The “Navalny” app is central to a protest-vote strategy that the opposition leader calls “smart voting.” Elections in Russia are not free and fair, but the Kremlin still seeks the sheen of popular legitimacy by holding elections in which a stable of dull parties typically splits the opposition vote.

The Navalny strategy, first deployed regionally in 2019, seeks to turn that system of “managed democracy” against Mr. Putin. The goal is to defeat as many candidates representing the governing United Russia party as possible by having all opposition-minded voters in each district pick the same challenger — whether or not they agree with their views.
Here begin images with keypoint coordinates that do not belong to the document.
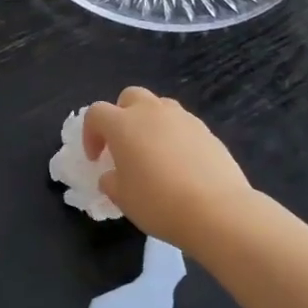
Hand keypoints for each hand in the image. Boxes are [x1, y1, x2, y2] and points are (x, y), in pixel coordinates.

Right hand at [83, 88, 252, 249]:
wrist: (217, 210)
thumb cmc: (158, 202)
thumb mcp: (122, 197)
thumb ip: (111, 180)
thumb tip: (113, 175)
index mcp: (124, 124)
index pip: (96, 113)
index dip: (90, 134)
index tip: (96, 159)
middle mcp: (152, 112)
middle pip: (130, 97)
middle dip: (121, 115)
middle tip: (123, 145)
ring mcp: (183, 118)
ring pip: (159, 107)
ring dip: (150, 122)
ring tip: (153, 153)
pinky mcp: (207, 131)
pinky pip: (183, 125)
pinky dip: (174, 137)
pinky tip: (179, 165)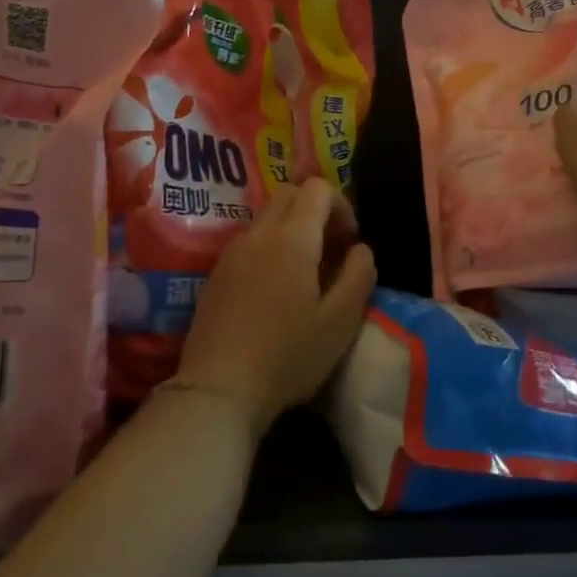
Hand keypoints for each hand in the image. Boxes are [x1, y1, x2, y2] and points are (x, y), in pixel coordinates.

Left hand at [173, 179, 377, 434]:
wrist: (219, 389)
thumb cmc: (288, 355)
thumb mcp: (341, 321)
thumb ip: (359, 275)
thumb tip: (360, 248)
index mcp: (292, 238)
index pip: (317, 188)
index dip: (341, 204)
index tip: (350, 240)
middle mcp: (258, 234)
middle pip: (289, 193)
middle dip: (316, 209)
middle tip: (332, 248)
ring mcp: (232, 252)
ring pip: (267, 217)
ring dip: (292, 228)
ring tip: (307, 272)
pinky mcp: (216, 273)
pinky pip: (249, 241)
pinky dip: (270, 246)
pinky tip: (276, 289)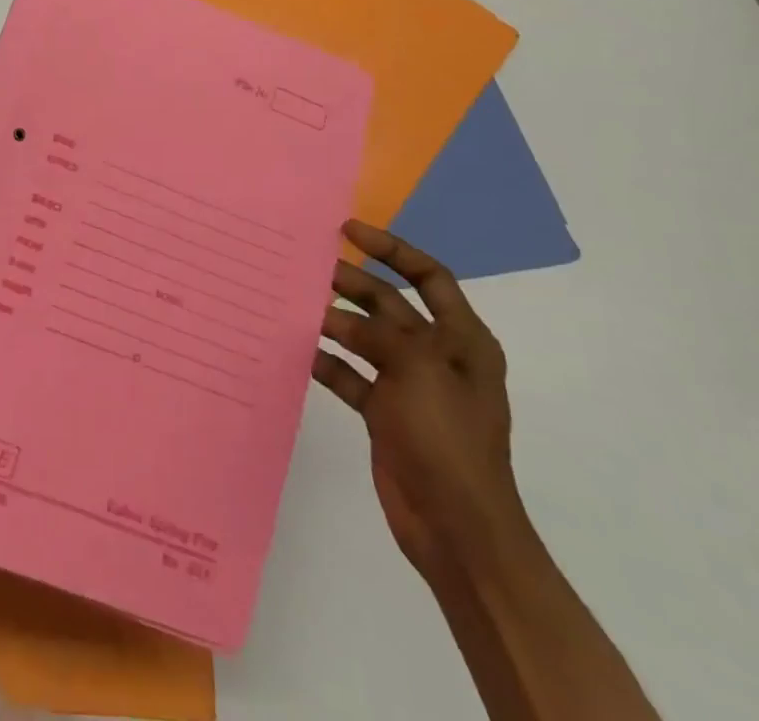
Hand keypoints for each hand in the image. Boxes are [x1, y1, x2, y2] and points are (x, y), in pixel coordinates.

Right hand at [314, 220, 529, 577]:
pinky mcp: (386, 413)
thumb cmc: (447, 438)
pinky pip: (350, 374)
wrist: (457, 528)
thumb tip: (330, 314)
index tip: (348, 229)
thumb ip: (376, 332)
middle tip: (308, 266)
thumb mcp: (417, 370)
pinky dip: (327, 361)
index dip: (392, 249)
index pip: (429, 276)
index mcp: (462, 340)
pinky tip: (298, 350)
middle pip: (390, 304)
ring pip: (366, 337)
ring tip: (296, 302)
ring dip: (334, 320)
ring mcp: (410, 386)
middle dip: (352, 282)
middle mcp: (437, 356)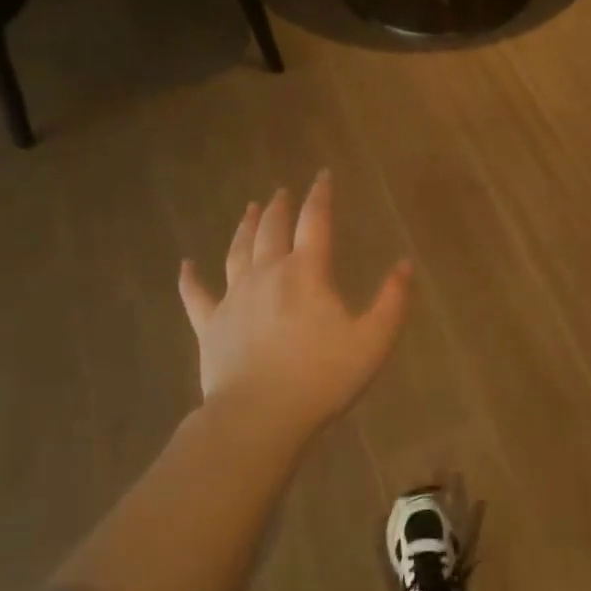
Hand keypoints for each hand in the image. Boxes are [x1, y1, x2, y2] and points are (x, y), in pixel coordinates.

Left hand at [179, 172, 411, 439]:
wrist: (259, 415)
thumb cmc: (322, 377)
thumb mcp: (373, 341)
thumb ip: (393, 301)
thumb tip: (404, 264)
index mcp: (307, 273)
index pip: (315, 222)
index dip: (320, 196)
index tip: (322, 175)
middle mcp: (267, 274)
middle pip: (272, 230)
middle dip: (280, 207)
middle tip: (282, 192)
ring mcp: (234, 298)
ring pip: (237, 251)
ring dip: (244, 227)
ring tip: (249, 209)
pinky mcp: (210, 324)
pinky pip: (196, 294)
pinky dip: (190, 278)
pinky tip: (186, 265)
The “Navalny” app coordinates the process, requesting a user’s address and responding with the name of the candidate they should vote for.

The Navalny team on Friday said they would seek to get the names of their “smart voting” picks out by alternate methods, such as automated responses in the messaging app Telegram. But they voiced anger at Apple and Google for apparently folding to Kremlin pressure.

“This shameful day will long remain in history,” Leonid Volkov, Mr. Navalny’s longtime chief of staff, wrote on his Telegram account.

Anton Troianovski reported from Moscow, and Adam Satariano from London. Oleg Matsnev and Ivan Nechepurenko contributed reporting from Moscow.